BEGIN Record excerpts

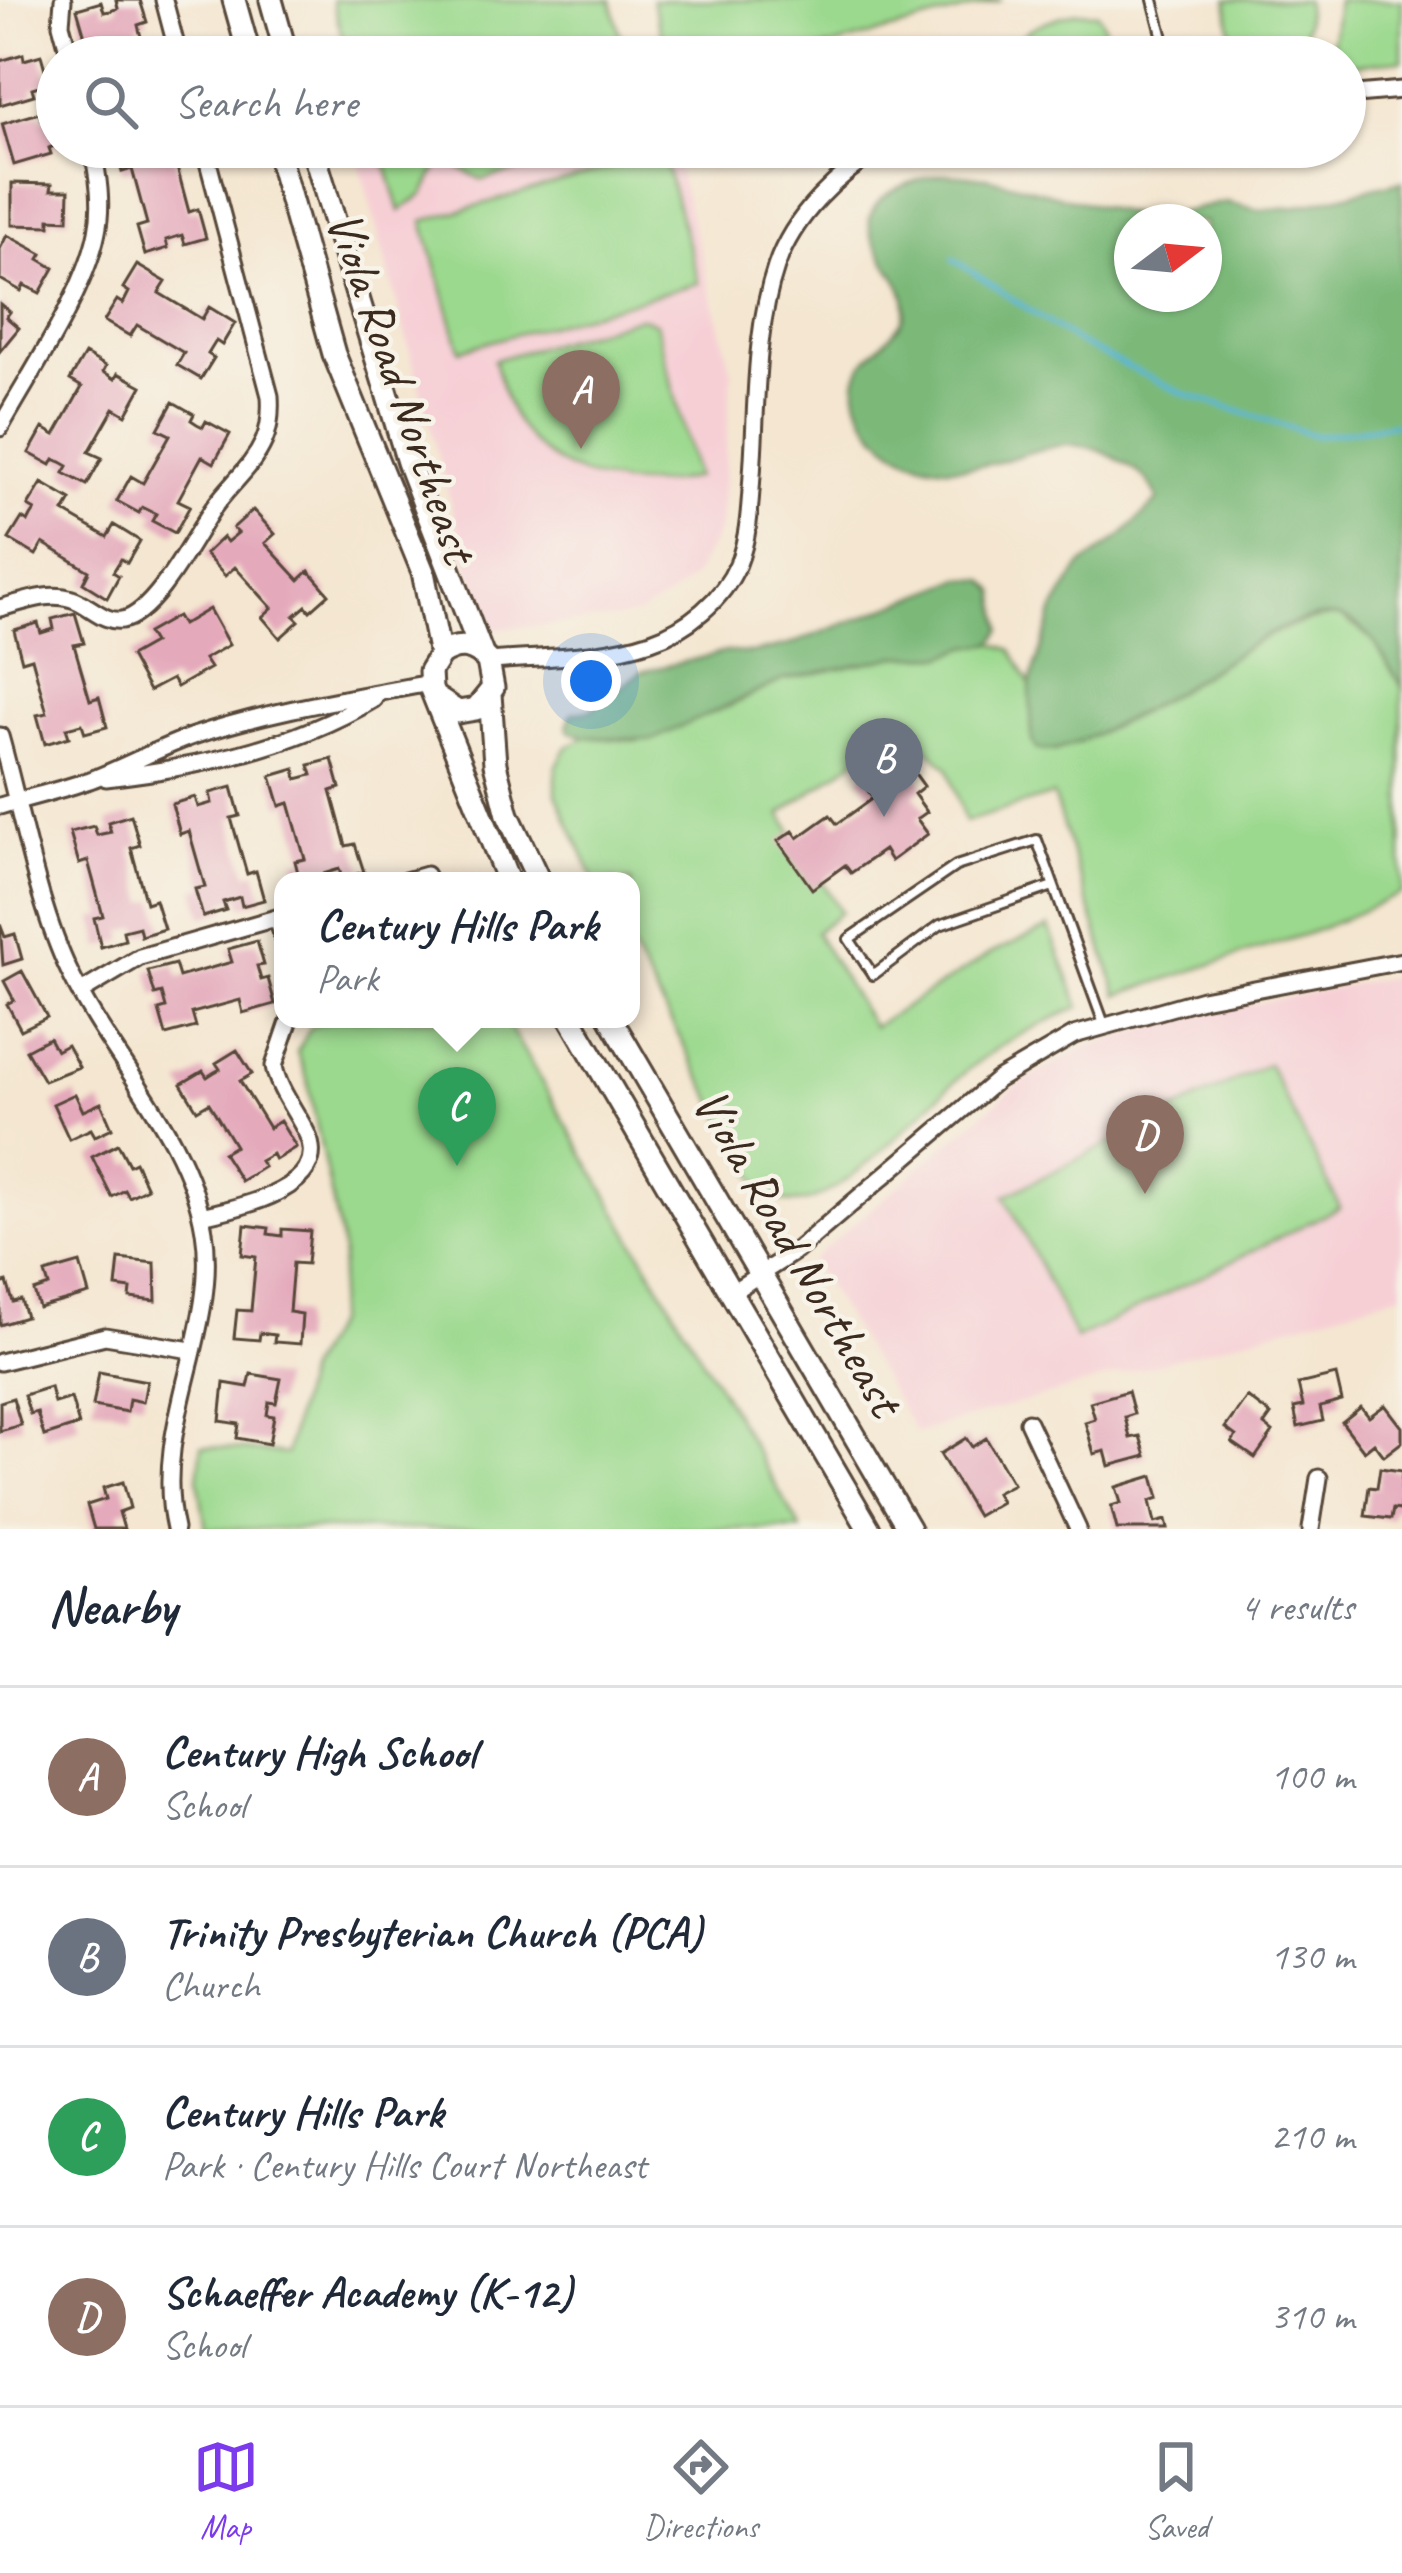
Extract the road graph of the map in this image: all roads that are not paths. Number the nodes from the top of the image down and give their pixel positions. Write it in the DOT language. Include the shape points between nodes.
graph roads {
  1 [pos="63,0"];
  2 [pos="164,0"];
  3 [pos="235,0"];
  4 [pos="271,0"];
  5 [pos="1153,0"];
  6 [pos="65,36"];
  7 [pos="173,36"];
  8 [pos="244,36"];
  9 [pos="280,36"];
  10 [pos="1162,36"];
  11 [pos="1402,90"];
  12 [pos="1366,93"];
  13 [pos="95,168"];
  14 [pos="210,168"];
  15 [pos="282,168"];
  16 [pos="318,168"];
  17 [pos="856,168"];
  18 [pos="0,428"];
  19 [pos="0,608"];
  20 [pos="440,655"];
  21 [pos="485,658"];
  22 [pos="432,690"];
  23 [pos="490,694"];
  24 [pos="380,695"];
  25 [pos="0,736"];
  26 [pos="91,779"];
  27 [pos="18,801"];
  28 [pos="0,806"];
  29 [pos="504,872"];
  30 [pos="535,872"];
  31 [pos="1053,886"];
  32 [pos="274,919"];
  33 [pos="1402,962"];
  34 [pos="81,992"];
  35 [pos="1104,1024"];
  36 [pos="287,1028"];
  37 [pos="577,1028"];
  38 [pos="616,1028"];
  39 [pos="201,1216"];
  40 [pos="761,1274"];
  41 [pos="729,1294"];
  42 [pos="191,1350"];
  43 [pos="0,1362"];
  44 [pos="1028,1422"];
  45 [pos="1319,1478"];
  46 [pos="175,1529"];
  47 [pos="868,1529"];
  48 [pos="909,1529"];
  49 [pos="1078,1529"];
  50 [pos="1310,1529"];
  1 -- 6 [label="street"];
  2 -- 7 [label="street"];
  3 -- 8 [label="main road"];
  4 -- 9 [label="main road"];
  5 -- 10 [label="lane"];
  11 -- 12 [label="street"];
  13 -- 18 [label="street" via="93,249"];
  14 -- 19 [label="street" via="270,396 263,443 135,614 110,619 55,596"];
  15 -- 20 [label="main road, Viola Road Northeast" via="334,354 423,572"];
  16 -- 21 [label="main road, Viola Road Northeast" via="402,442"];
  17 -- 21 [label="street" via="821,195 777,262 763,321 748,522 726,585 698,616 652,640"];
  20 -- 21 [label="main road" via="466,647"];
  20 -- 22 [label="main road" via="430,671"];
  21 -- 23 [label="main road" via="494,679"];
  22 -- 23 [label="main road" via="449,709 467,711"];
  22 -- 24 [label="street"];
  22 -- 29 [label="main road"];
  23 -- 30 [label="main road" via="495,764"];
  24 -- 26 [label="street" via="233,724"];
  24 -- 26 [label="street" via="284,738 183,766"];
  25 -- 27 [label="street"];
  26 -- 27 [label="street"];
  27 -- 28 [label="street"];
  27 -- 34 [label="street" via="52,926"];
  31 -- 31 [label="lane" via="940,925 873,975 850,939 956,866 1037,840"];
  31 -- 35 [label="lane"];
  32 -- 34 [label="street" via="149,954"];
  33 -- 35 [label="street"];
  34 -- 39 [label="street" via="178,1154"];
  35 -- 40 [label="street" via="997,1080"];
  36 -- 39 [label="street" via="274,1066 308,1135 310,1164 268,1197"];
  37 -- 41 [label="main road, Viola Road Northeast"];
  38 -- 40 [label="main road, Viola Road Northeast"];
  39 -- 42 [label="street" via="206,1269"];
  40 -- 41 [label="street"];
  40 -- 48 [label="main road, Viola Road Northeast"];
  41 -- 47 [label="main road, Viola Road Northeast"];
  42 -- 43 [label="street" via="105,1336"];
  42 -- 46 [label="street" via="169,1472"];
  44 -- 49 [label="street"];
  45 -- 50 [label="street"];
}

END Record excerpts

Task instructions: Report how many lines in these entries contain "Northeast". Answer with the number only.

Result of the task: 6